- Task to carry out: Using the records below, find every line that includes "Galindas" and copy it.

+++++

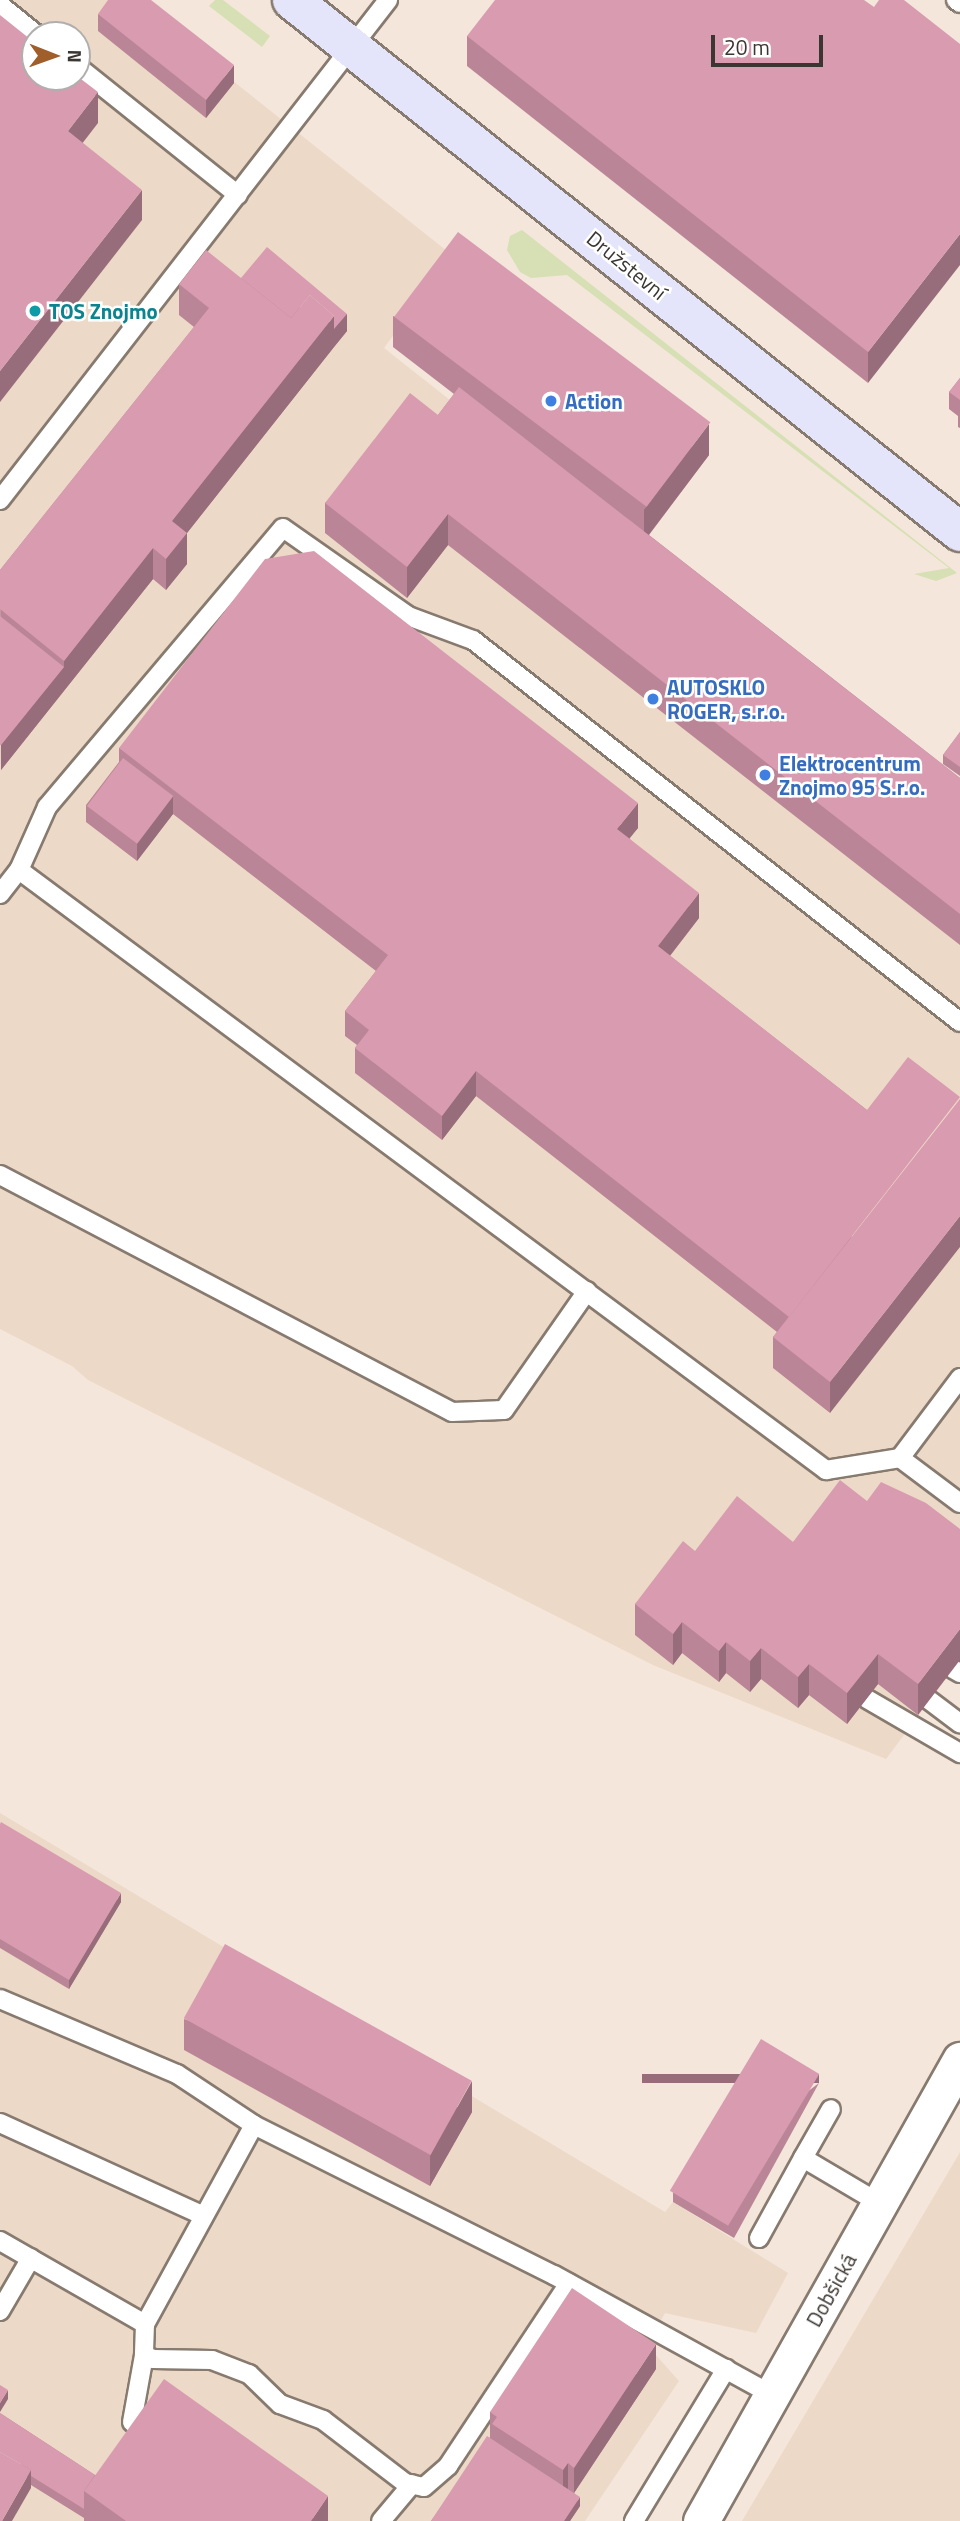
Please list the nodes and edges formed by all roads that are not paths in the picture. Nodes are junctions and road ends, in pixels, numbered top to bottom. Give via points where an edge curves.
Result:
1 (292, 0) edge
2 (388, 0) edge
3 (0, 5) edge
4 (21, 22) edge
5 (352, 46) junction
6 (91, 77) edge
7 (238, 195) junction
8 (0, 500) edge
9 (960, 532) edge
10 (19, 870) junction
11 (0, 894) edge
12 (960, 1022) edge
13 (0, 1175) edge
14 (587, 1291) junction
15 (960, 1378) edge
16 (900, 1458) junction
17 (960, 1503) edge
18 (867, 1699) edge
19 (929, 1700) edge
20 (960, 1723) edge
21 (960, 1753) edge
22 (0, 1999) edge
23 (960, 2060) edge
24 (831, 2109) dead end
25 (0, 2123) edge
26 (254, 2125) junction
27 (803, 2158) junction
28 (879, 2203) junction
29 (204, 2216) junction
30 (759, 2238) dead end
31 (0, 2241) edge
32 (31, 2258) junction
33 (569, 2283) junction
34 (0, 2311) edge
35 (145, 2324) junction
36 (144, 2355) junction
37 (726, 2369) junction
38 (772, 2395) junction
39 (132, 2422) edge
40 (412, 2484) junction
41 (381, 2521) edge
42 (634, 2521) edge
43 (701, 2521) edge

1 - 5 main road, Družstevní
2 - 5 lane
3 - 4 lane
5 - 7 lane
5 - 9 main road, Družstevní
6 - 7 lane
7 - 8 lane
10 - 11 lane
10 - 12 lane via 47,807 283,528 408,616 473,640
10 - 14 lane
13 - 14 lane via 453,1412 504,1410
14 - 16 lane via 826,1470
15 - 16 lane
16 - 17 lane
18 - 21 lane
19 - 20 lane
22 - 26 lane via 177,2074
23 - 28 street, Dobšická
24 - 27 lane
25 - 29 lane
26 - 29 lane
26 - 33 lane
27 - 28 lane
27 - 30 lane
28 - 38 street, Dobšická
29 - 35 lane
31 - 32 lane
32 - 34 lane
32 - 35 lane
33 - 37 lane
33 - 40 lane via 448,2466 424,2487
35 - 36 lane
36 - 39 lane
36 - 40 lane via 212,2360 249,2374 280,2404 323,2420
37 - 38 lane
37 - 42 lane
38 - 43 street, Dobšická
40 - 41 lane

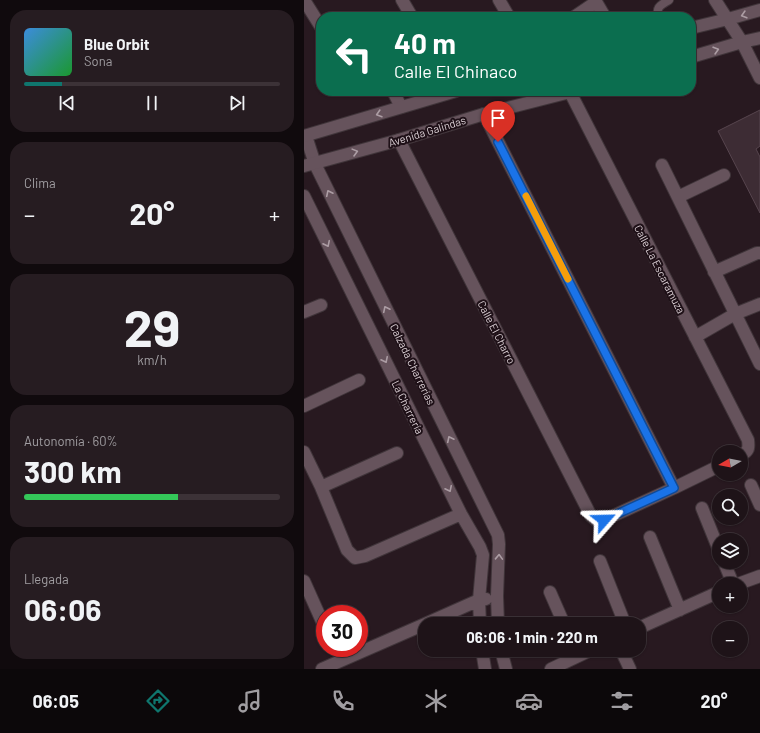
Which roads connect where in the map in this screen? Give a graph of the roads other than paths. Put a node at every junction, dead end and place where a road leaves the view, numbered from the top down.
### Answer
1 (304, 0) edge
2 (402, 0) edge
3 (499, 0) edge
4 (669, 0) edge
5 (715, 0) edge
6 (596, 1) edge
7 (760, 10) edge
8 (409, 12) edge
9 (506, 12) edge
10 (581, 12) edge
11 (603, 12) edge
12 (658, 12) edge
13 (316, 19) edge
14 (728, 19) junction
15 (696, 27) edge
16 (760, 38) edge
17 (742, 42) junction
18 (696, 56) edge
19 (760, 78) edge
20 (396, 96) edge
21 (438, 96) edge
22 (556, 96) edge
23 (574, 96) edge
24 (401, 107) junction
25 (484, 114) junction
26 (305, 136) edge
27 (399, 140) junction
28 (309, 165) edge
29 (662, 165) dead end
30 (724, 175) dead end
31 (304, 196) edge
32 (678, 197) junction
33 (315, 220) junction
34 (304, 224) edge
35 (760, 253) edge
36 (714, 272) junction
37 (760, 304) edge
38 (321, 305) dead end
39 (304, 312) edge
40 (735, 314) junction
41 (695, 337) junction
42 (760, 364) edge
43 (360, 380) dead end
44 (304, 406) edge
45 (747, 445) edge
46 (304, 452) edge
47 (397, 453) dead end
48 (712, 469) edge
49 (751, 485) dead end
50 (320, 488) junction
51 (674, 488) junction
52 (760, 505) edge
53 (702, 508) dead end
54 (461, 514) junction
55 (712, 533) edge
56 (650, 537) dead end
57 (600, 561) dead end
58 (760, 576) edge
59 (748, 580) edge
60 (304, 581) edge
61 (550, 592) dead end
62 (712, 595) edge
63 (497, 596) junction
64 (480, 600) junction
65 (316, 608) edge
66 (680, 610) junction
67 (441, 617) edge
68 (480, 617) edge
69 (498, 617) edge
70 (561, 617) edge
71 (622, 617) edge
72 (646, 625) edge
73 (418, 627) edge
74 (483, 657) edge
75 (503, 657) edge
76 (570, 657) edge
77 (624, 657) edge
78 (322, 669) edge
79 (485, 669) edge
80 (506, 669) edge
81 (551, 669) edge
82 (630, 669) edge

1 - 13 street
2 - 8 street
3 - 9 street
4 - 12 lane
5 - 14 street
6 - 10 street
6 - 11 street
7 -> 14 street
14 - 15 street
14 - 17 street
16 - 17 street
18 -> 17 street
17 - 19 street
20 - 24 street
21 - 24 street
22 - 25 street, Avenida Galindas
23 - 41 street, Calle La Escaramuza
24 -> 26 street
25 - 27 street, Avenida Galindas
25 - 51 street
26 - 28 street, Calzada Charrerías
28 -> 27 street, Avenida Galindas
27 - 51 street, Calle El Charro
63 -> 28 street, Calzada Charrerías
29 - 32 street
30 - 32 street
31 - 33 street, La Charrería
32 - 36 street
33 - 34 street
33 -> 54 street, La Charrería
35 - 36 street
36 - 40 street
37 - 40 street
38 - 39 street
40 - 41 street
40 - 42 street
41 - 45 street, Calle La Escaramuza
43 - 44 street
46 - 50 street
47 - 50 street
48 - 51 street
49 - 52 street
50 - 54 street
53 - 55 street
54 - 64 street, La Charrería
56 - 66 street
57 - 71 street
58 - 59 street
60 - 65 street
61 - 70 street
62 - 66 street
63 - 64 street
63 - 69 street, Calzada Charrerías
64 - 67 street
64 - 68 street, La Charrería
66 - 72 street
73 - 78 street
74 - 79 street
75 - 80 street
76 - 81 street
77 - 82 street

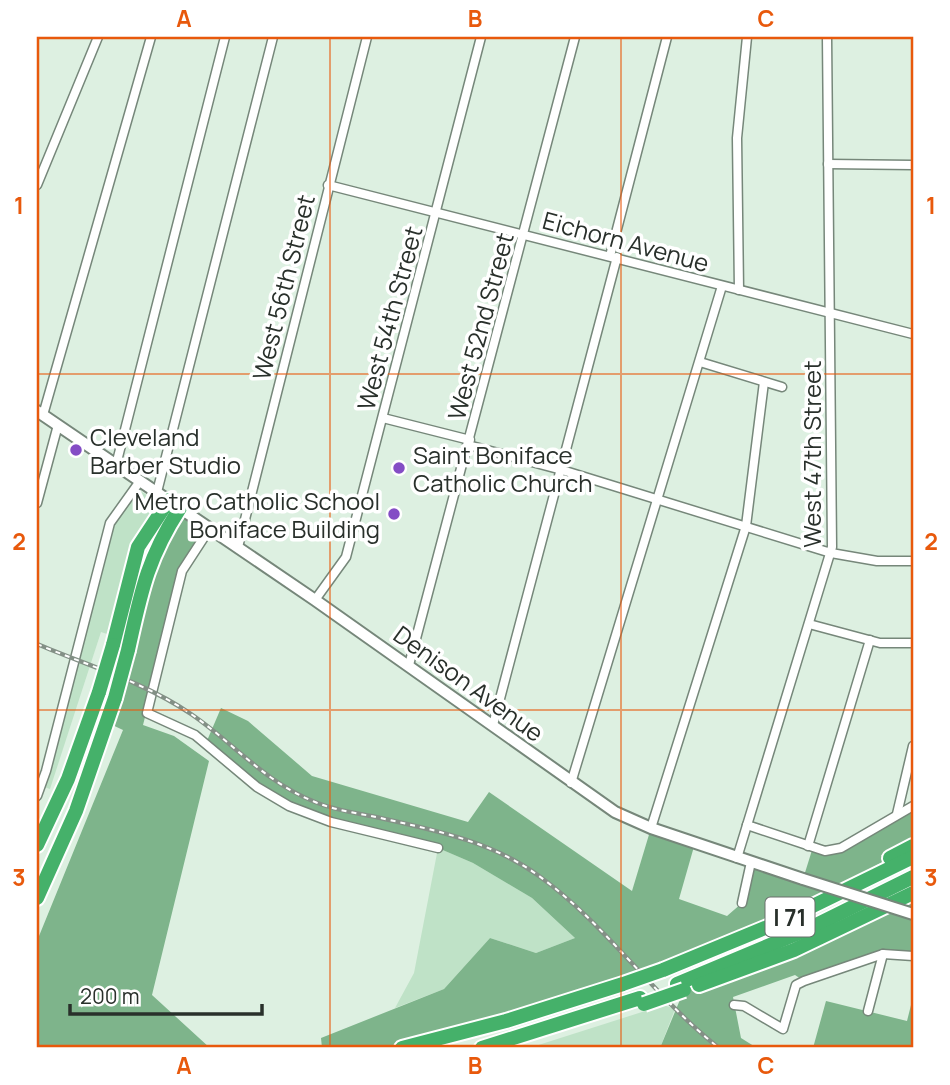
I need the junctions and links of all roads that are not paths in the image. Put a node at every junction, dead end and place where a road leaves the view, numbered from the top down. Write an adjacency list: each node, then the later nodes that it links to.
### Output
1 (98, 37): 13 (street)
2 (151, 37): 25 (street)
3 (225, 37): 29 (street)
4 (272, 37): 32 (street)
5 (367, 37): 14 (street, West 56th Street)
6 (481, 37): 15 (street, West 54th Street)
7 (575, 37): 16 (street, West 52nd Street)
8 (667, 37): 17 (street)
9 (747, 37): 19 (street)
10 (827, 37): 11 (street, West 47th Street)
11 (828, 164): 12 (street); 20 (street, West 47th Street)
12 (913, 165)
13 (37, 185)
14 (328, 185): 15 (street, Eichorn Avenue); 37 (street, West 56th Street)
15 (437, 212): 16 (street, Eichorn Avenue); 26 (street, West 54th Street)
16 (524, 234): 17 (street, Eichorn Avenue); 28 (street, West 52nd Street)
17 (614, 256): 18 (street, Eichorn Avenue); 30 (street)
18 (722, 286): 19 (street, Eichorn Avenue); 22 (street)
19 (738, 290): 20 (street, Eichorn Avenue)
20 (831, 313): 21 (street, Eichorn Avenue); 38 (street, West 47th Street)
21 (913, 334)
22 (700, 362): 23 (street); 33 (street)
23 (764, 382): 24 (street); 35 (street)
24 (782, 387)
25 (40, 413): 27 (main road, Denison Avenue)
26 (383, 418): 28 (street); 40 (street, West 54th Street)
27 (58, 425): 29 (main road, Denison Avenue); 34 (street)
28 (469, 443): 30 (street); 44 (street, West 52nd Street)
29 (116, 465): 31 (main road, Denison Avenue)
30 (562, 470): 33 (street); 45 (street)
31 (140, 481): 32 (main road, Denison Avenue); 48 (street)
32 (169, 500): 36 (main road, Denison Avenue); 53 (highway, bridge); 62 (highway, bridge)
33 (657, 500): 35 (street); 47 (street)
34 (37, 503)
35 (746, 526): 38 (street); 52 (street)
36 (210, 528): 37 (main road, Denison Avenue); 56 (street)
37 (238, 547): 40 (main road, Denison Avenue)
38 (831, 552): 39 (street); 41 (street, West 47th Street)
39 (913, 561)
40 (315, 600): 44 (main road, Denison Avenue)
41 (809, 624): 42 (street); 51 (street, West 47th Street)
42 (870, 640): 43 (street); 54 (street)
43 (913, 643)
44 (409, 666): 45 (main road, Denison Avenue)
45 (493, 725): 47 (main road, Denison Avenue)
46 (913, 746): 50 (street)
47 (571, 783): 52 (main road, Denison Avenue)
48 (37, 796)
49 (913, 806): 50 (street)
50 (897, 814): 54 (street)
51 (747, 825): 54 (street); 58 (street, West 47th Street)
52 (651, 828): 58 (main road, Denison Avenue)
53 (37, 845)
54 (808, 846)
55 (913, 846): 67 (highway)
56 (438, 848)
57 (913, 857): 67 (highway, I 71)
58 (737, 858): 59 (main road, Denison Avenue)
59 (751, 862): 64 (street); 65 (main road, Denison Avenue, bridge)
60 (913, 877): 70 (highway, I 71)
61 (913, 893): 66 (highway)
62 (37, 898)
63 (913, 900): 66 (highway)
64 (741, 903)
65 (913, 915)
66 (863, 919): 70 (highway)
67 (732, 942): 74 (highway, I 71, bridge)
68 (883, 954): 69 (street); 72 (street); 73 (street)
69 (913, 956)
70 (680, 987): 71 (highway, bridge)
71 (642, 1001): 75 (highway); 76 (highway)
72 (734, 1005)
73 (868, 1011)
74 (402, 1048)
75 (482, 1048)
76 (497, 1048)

+++++

- Result of this exercise:
22 - 25 street, Avenida Galindas
25 - 27 street, Avenida Galindas
28 -> 27 street, Avenida Galindas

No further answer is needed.